_Work to be completed_: An exact copy of every record below is what's needed here.

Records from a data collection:

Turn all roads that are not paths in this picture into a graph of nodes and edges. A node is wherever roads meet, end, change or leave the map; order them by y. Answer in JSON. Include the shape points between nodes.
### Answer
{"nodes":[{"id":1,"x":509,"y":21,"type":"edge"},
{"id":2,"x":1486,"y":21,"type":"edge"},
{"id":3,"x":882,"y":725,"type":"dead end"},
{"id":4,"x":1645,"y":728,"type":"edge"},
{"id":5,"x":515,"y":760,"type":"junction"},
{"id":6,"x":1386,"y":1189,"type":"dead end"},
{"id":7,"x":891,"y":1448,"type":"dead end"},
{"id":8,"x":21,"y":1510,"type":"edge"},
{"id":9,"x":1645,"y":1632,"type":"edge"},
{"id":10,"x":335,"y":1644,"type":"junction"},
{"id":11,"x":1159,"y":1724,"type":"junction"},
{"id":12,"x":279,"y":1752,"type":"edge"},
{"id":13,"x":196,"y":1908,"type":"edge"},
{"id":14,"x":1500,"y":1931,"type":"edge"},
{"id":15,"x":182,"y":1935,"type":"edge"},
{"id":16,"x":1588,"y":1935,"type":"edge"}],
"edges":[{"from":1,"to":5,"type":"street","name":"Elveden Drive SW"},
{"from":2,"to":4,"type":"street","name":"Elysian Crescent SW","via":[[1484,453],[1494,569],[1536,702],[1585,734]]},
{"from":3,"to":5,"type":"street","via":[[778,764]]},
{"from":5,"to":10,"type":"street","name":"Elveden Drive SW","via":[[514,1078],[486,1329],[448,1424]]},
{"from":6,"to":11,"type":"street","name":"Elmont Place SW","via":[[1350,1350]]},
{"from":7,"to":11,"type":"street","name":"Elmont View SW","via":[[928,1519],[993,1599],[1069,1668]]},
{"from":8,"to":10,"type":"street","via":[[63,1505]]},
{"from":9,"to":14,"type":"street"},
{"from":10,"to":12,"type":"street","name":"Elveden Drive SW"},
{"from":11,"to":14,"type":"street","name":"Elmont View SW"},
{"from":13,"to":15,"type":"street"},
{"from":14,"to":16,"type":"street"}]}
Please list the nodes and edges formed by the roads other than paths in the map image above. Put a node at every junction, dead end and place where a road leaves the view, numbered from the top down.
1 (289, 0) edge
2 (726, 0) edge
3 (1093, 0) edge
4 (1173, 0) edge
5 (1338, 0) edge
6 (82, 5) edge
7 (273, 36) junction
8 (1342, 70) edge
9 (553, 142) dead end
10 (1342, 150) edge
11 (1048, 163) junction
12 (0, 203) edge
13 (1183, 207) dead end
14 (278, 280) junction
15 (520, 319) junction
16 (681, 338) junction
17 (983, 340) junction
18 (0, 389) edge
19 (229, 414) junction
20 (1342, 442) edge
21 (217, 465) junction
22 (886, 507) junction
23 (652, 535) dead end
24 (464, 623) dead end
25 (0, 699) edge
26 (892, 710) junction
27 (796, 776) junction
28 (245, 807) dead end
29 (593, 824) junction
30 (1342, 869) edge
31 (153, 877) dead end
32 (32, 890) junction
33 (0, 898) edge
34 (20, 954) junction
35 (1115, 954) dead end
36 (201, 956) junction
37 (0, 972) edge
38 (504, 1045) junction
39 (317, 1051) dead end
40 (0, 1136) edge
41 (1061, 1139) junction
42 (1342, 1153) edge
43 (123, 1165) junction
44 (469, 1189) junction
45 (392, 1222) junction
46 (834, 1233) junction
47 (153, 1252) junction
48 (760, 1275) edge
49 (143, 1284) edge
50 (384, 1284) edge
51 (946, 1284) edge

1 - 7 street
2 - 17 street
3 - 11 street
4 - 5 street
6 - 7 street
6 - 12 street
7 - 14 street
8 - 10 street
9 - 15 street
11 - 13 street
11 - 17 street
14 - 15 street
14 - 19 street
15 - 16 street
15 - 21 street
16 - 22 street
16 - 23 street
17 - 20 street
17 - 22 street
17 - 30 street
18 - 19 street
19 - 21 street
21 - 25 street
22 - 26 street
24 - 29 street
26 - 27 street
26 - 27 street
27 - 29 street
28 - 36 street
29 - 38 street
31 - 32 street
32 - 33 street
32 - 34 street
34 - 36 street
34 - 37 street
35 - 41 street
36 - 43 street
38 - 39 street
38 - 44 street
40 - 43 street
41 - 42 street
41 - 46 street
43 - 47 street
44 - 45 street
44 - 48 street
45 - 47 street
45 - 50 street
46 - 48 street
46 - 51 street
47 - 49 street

_Written solution_:
Turn all roads that are not paths in this picture into a graph of nodes and edges. A node is wherever roads meet, end, change or leave the map; order them by y. Answer in JSON. Include the shape points between nodes.
### Answer
{"nodes":[{"id":1,"x":509,"y":21,"type":"edge"},
{"id":2,"x":1486,"y":21,"type":"edge"},
{"id":3,"x":882,"y":725,"type":"dead end"},
{"id":4,"x":1645,"y":728,"type":"edge"},
{"id":5,"x":515,"y":760,"type":"junction"},
{"id":6,"x":1386,"y":1189,"type":"dead end"},
{"id":7,"x":891,"y":1448,"type":"dead end"},
{"id":8,"x":21,"y":1510,"type":"edge"},
{"id":9,"x":1645,"y":1632,"type":"edge"},
{"id":10,"x":335,"y":1644,"type":"junction"},
{"id":11,"x":1159,"y":1724,"type":"junction"},
{"id":12,"x":279,"y":1752,"type":"edge"},
{"id":13,"x":196,"y":1908,"type":"edge"},
{"id":14,"x":1500,"y":1931,"type":"edge"},
{"id":15,"x":182,"y":1935,"type":"edge"},
{"id":16,"x":1588,"y":1935,"type":"edge"}],
"edges":[{"from":1,"to":5,"type":"street","name":"Elveden Drive SW"},
{"from":2,"to":4,"type":"street","name":"Elysian Crescent SW","via":[[1484,453],[1494,569],[1536,702],[1585,734]]},
{"from":3,"to":5,"type":"street","via":[[778,764]]},
{"from":5,"to":10,"type":"street","name":"Elveden Drive SW","via":[[514,1078],[486,1329],[448,1424]]},
{"from":6,"to":11,"type":"street","name":"Elmont Place SW","via":[[1350,1350]]},
{"from":7,"to":11,"type":"street","name":"Elmont View SW","via":[[928,1519],[993,1599],[1069,1668]]},
{"from":8,"to":10,"type":"street","via":[[63,1505]]},
{"from":9,"to":14,"type":"street"},
{"from":10,"to":12,"type":"street","name":"Elveden Drive SW"},
{"from":11,"to":14,"type":"street","name":"Elmont View SW"},
{"from":13,"to":15,"type":"street"},
{"from":14,"to":16,"type":"street"}]}
Please list the nodes and edges formed by the roads other than paths in the map image above. Put a node at every junction, dead end and place where a road leaves the view, numbered from the top down.
1 (289, 0) edge
2 (726, 0) edge
3 (1093, 0) edge
4 (1173, 0) edge
5 (1338, 0) edge
6 (82, 5) edge
7 (273, 36) junction
8 (1342, 70) edge
9 (553, 142) dead end
10 (1342, 150) edge
11 (1048, 163) junction
12 (0, 203) edge
13 (1183, 207) dead end
14 (278, 280) junction
15 (520, 319) junction
16 (681, 338) junction
17 (983, 340) junction
18 (0, 389) edge
19 (229, 414) junction
20 (1342, 442) edge
21 (217, 465) junction
22 (886, 507) junction
23 (652, 535) dead end
24 (464, 623) dead end
25 (0, 699) edge
26 (892, 710) junction
27 (796, 776) junction
28 (245, 807) dead end
29 (593, 824) junction
30 (1342, 869) edge
31 (153, 877) dead end
32 (32, 890) junction
33 (0, 898) edge
34 (20, 954) junction
35 (1115, 954) dead end
36 (201, 956) junction
37 (0, 972) edge
38 (504, 1045) junction
39 (317, 1051) dead end
40 (0, 1136) edge
41 (1061, 1139) junction
42 (1342, 1153) edge
43 (123, 1165) junction
44 (469, 1189) junction
45 (392, 1222) junction
46 (834, 1233) junction
47 (153, 1252) junction
48 (760, 1275) edge
49 (143, 1284) edge
50 (384, 1284) edge
51 (946, 1284) edge

1 - 7 street
2 - 17 street
3 - 11 street
4 - 5 street
6 - 7 street
6 - 12 street
7 - 14 street
8 - 10 street
9 - 15 street
11 - 13 street
11 - 17 street
14 - 15 street
14 - 19 street
15 - 16 street
15 - 21 street
16 - 22 street
16 - 23 street
17 - 20 street
17 - 22 street
17 - 30 street
18 - 19 street
19 - 21 street
21 - 25 street
22 - 26 street
24 - 29 street
26 - 27 street
26 - 27 street
27 - 29 street
28 - 36 street
29 - 38 street
31 - 32 street
32 - 33 street
32 - 34 street
34 - 36 street
34 - 37 street
35 - 41 street
36 - 43 street
38 - 39 street
38 - 44 street
40 - 43 street
41 - 42 street
41 - 46 street
43 - 47 street
44 - 45 street
44 - 48 street
45 - 47 street
45 - 50 street
46 - 48 street
46 - 51 street
47 - 49 street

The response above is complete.